--- DATA TO PROCESS Enclosed Below ---

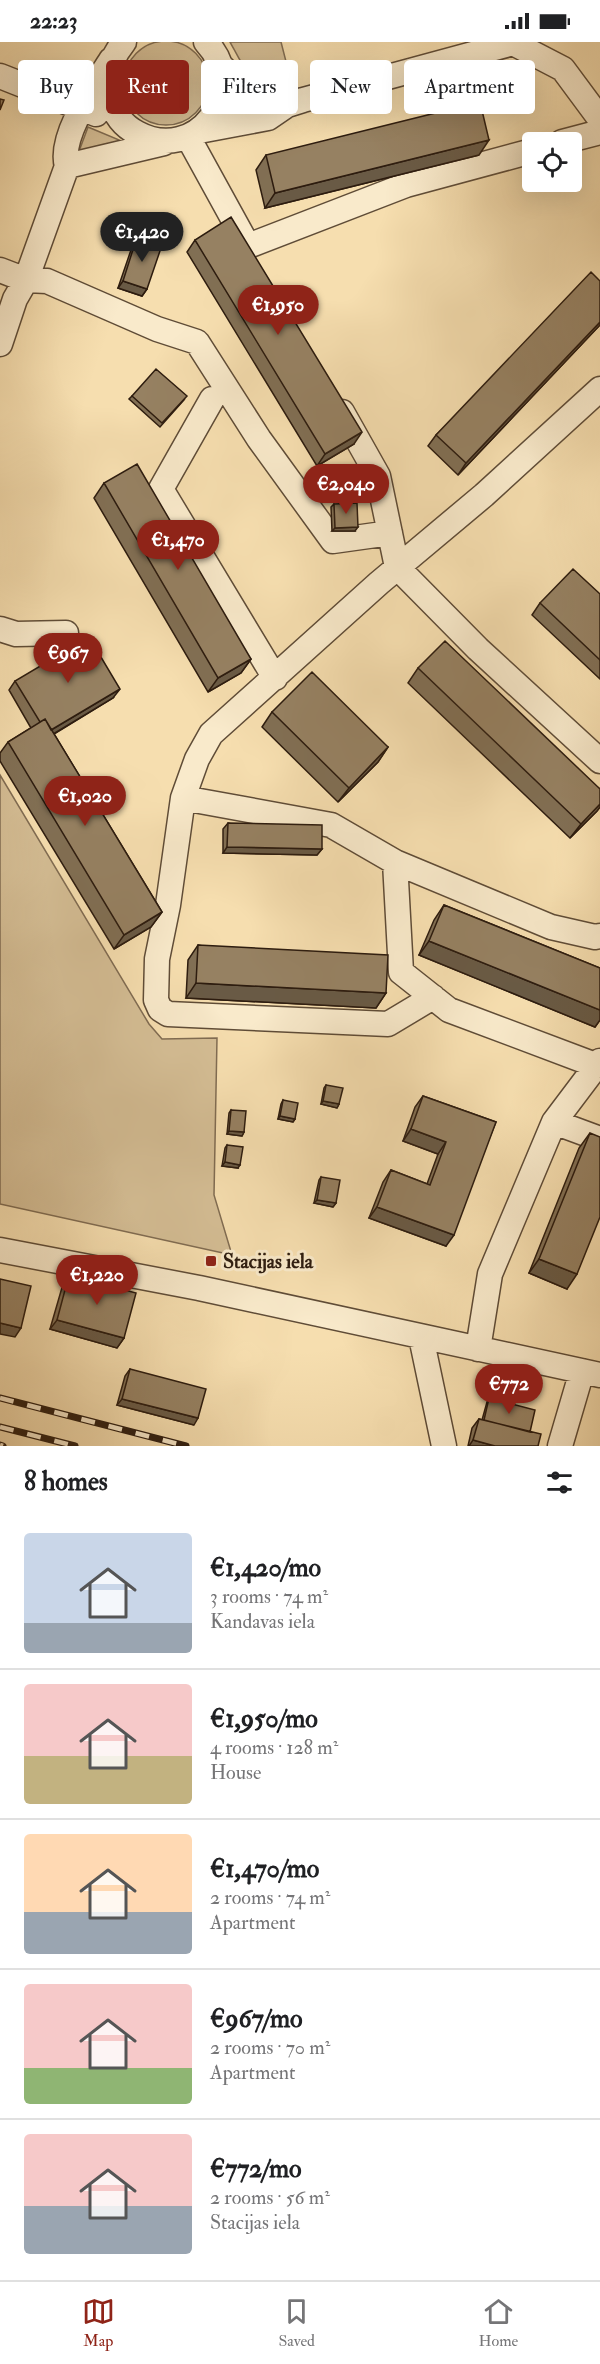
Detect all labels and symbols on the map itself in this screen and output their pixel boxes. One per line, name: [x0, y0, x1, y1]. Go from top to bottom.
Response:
pin: €1,420: [93, 212, 191, 263]
pin: €1,950: [229, 285, 327, 336]
pin: €2,040: [297, 464, 395, 515]
pin: €1,470: [129, 520, 227, 571]
pin: €967: [32, 633, 104, 684]
pin: €1,020: [36, 776, 134, 827]
place label: Stacijas iela: [223, 1249, 314, 1274]
marker: Stacijas iela: [204, 1254, 218, 1268]
pin: €1,220: [48, 1255, 146, 1306]
pin: €772: [473, 1364, 545, 1415]

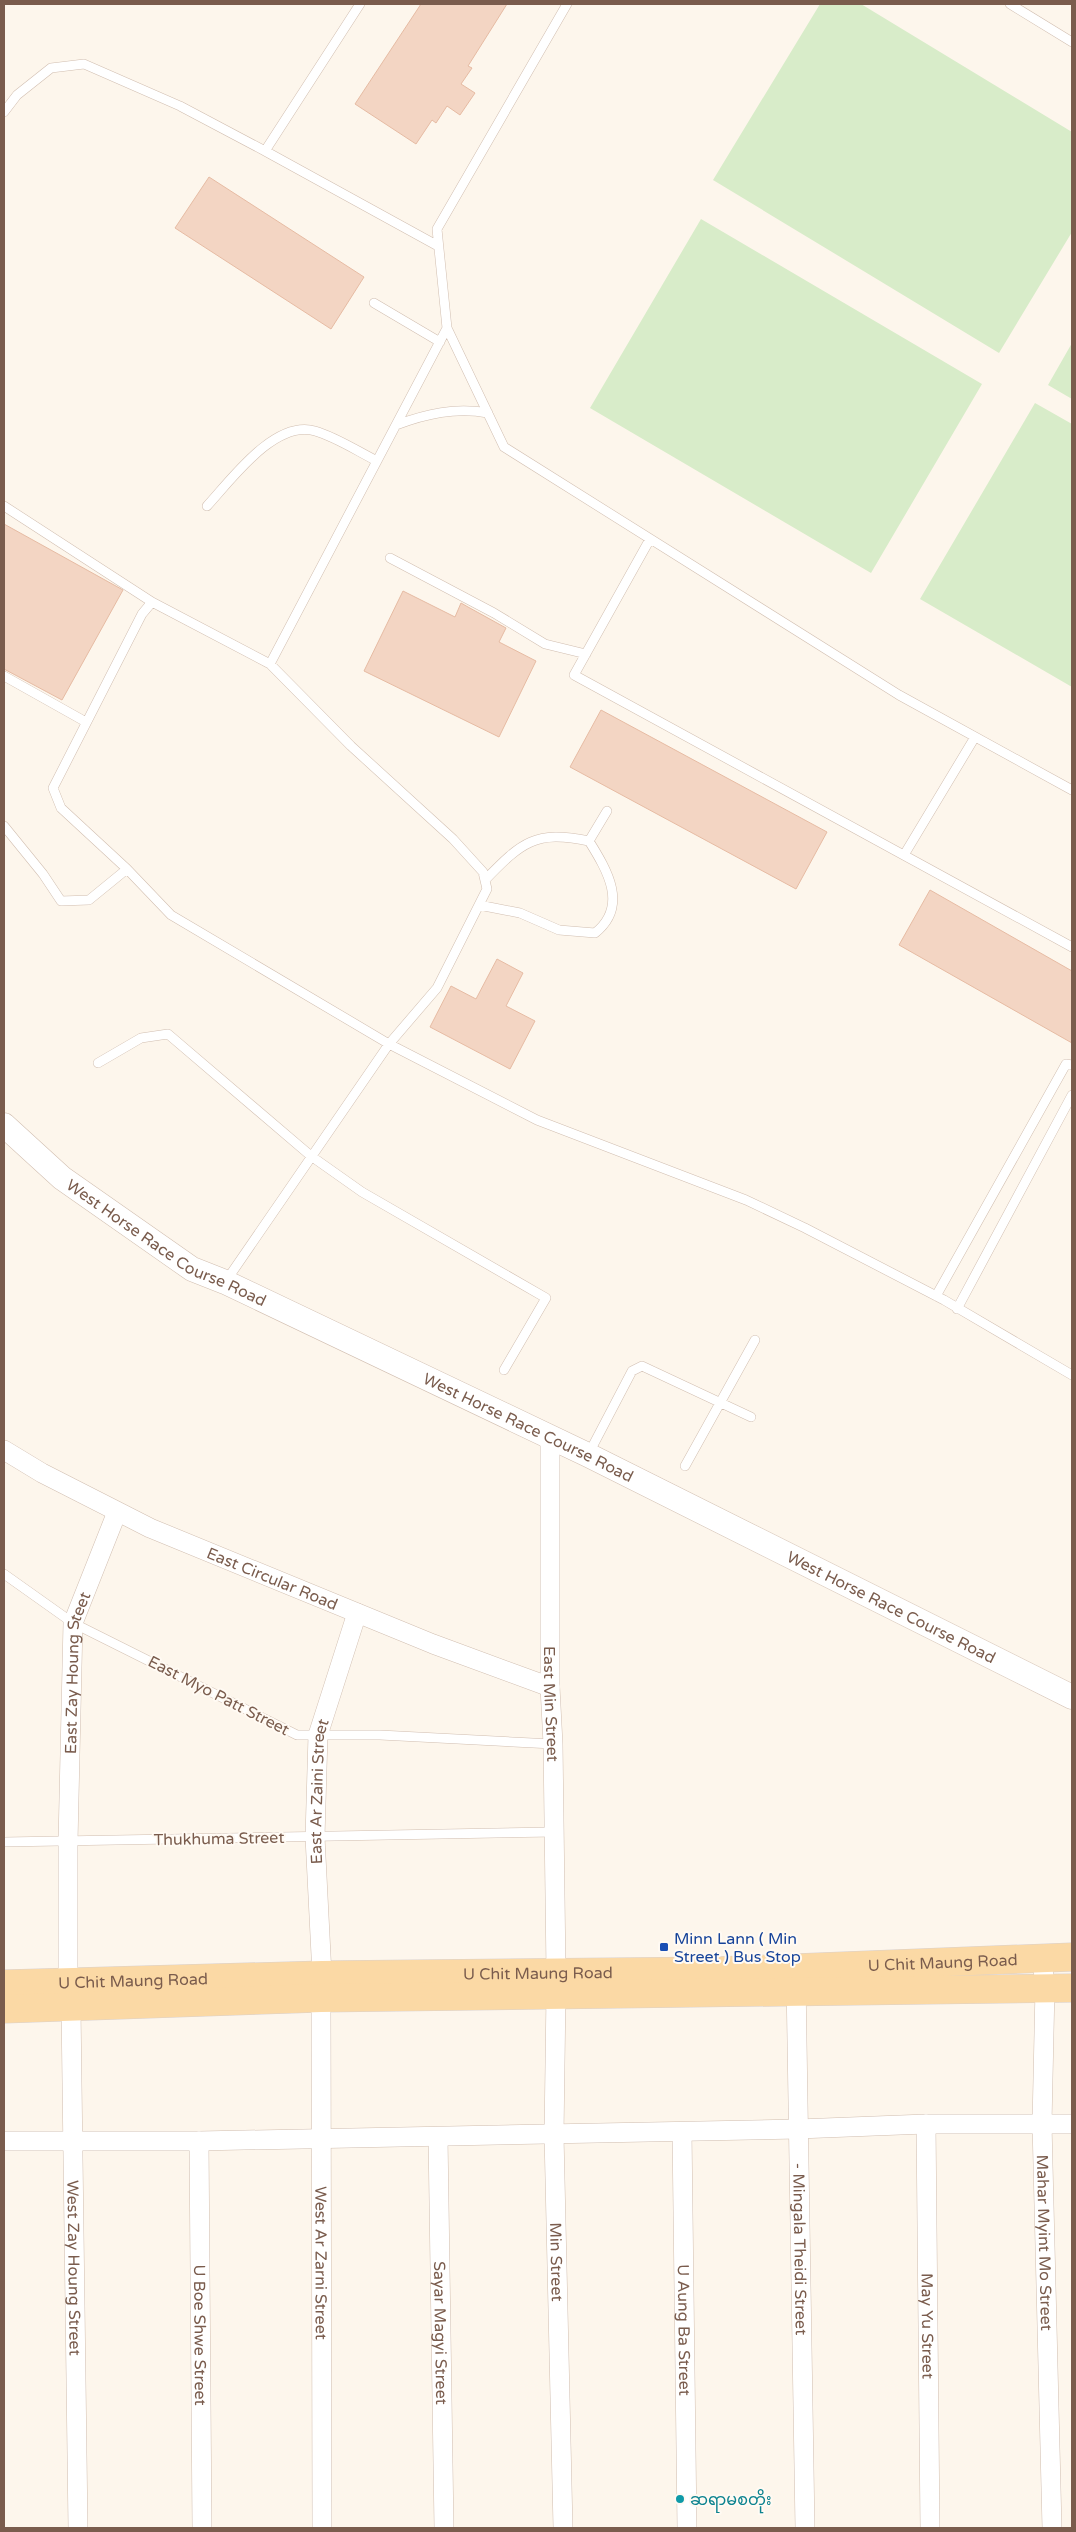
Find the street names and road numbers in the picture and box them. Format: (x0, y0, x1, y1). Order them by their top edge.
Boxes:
street label: West Horse Race Course Road (62, 1175, 269, 1311)
street label: West Horse Race Course Road (420, 1369, 636, 1487)
street label: East Circular Road (204, 1543, 341, 1615)
street label: West Horse Race Course Road (783, 1547, 999, 1668)
street label: East Zay Houng Steet (61, 1589, 95, 1754)
street label: East Min Street (539, 1646, 562, 1762)
street label: East Myo Patt Street (145, 1652, 293, 1740)
street label: East Ar Zaini Street (306, 1716, 334, 1865)
street label: Thukhuma Street (153, 1828, 285, 1850)
street label: U Chit Maung Road (867, 1950, 1018, 1976)
street label: U Chit Maung Road (463, 1963, 613, 1985)
street label: U Chit Maung Road (58, 1969, 208, 1993)
street label: Mahar Myint Mo Street (1032, 2154, 1056, 2331)
street label: - Mingala Theidi Street (788, 2163, 811, 2335)
street label: West Zay Houng Street (62, 2180, 85, 2356)
street label: West Ar Zarni Street (310, 2186, 331, 2340)
street label: Min Street (545, 2222, 567, 2302)
street label: Sayar Magyi Street (429, 2261, 451, 2405)
street label: U Boe Shwe Street (189, 2264, 210, 2406)
street label: U Aung Ba Street (673, 2264, 694, 2396)
street label: May Yu Street (916, 2273, 938, 2379)

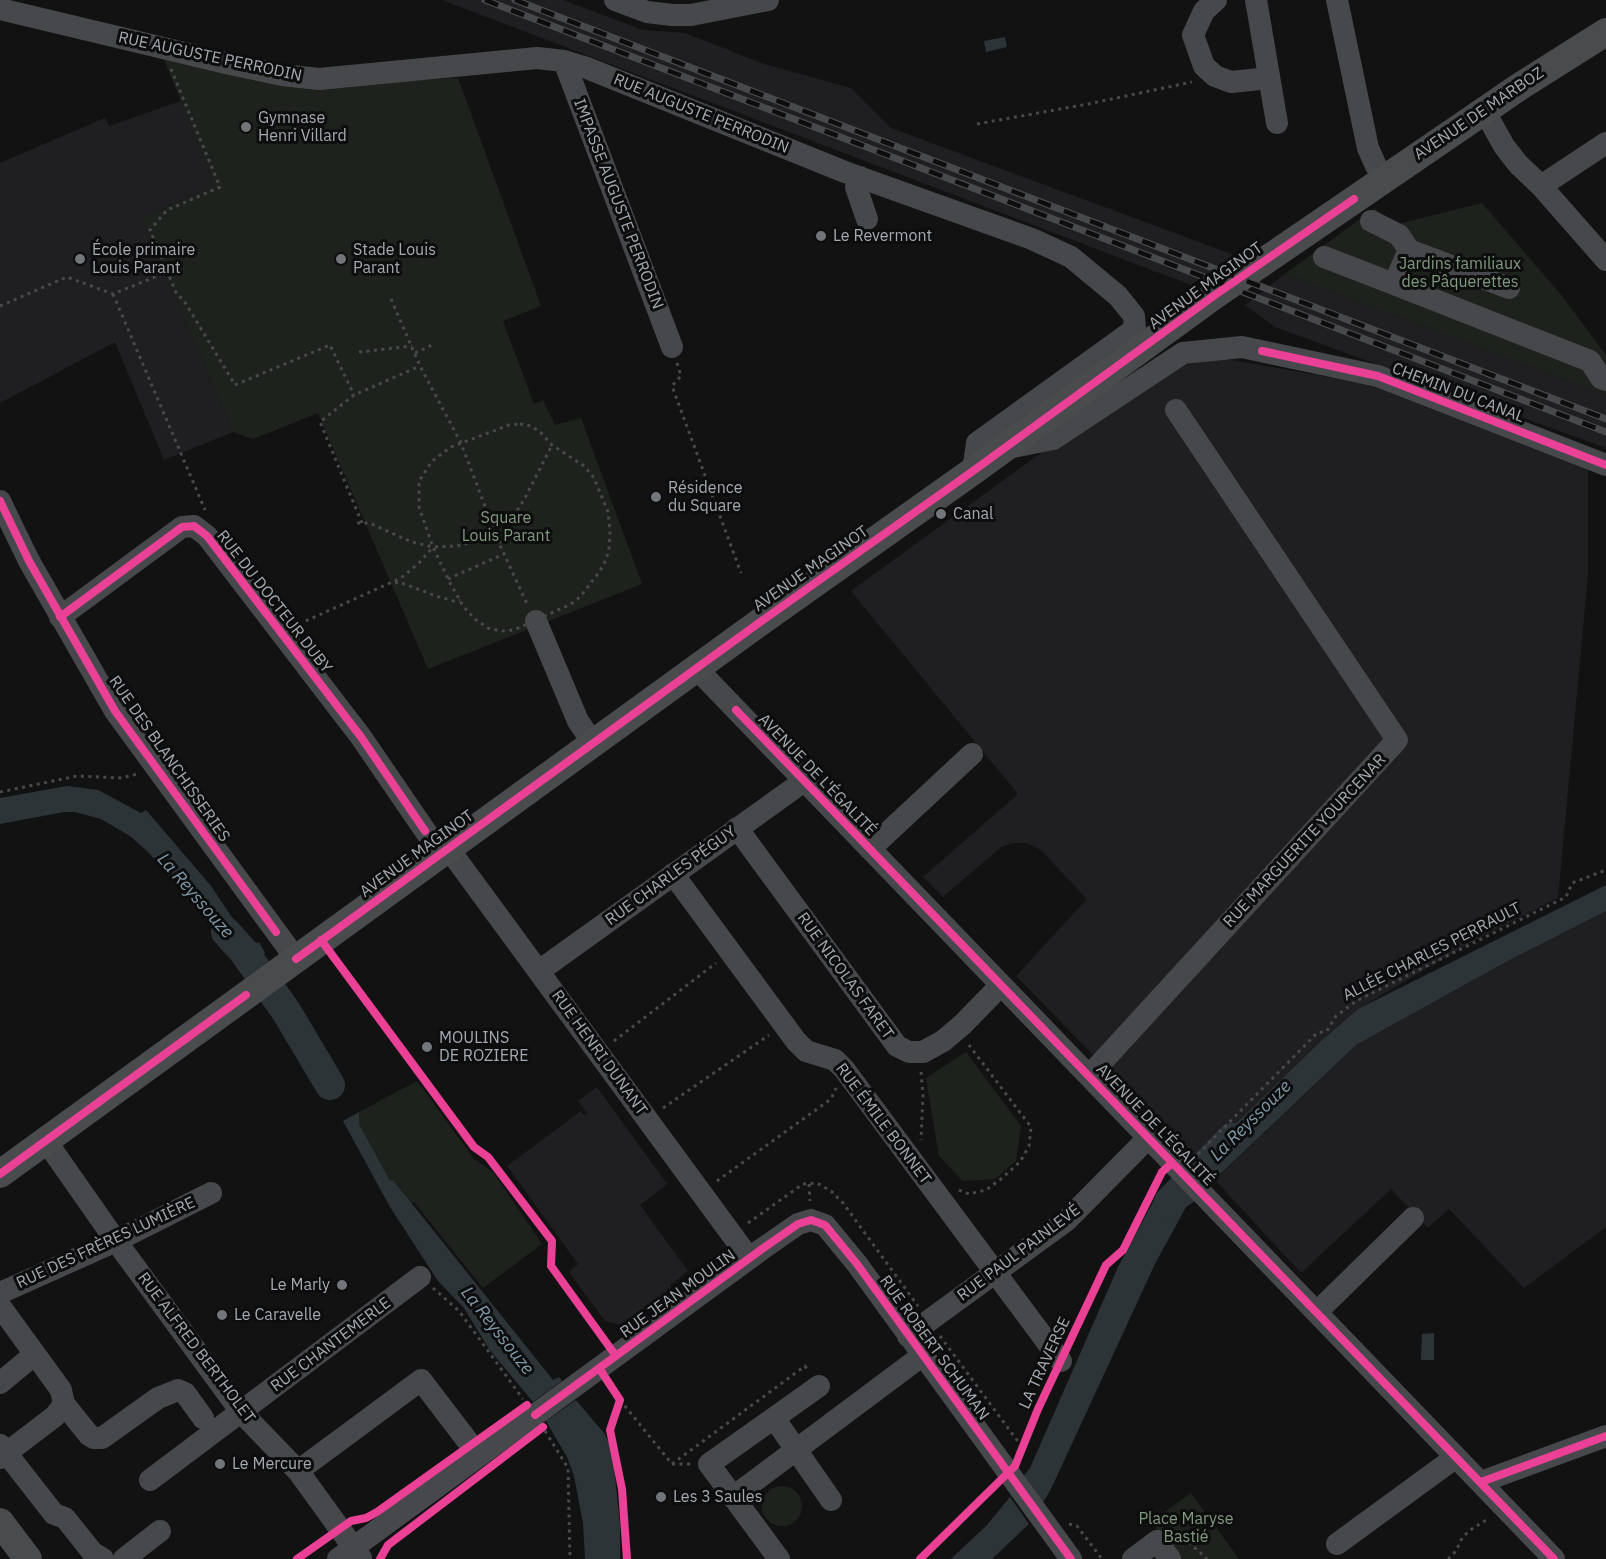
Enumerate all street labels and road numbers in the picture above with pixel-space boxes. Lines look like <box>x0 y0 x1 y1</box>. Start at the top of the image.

--- End of Enclosed DATA TO PROCESS ---

* _WORK TO COMPLETE_
Exactly as written, restate the lines above from the opening line through the one holding "Find the street", omitting the pictures.

* _REPLY TO THE TASK_
Detect all labels and symbols on the map itself in this screen and output their pixel boxes. One per line, name: [x0, y0, x1, y1]. Go from top to bottom.
Response:
pin: €1,420: [93, 212, 191, 263]
pin: €1,950: [229, 285, 327, 336]
pin: €2,040: [297, 464, 395, 515]
pin: €1,470: [129, 520, 227, 571]
pin: €967: [32, 633, 104, 684]
pin: €1,020: [36, 776, 134, 827]
place label: Stacijas iela: [223, 1249, 314, 1274]
marker: Stacijas iela: [204, 1254, 218, 1268]
pin: €1,220: [48, 1255, 146, 1306]
pin: €772: [473, 1364, 545, 1415]

Find the street names and road numbers in the picture and box them. Format: (x0, y0, x1, y1). Order them by their top edge.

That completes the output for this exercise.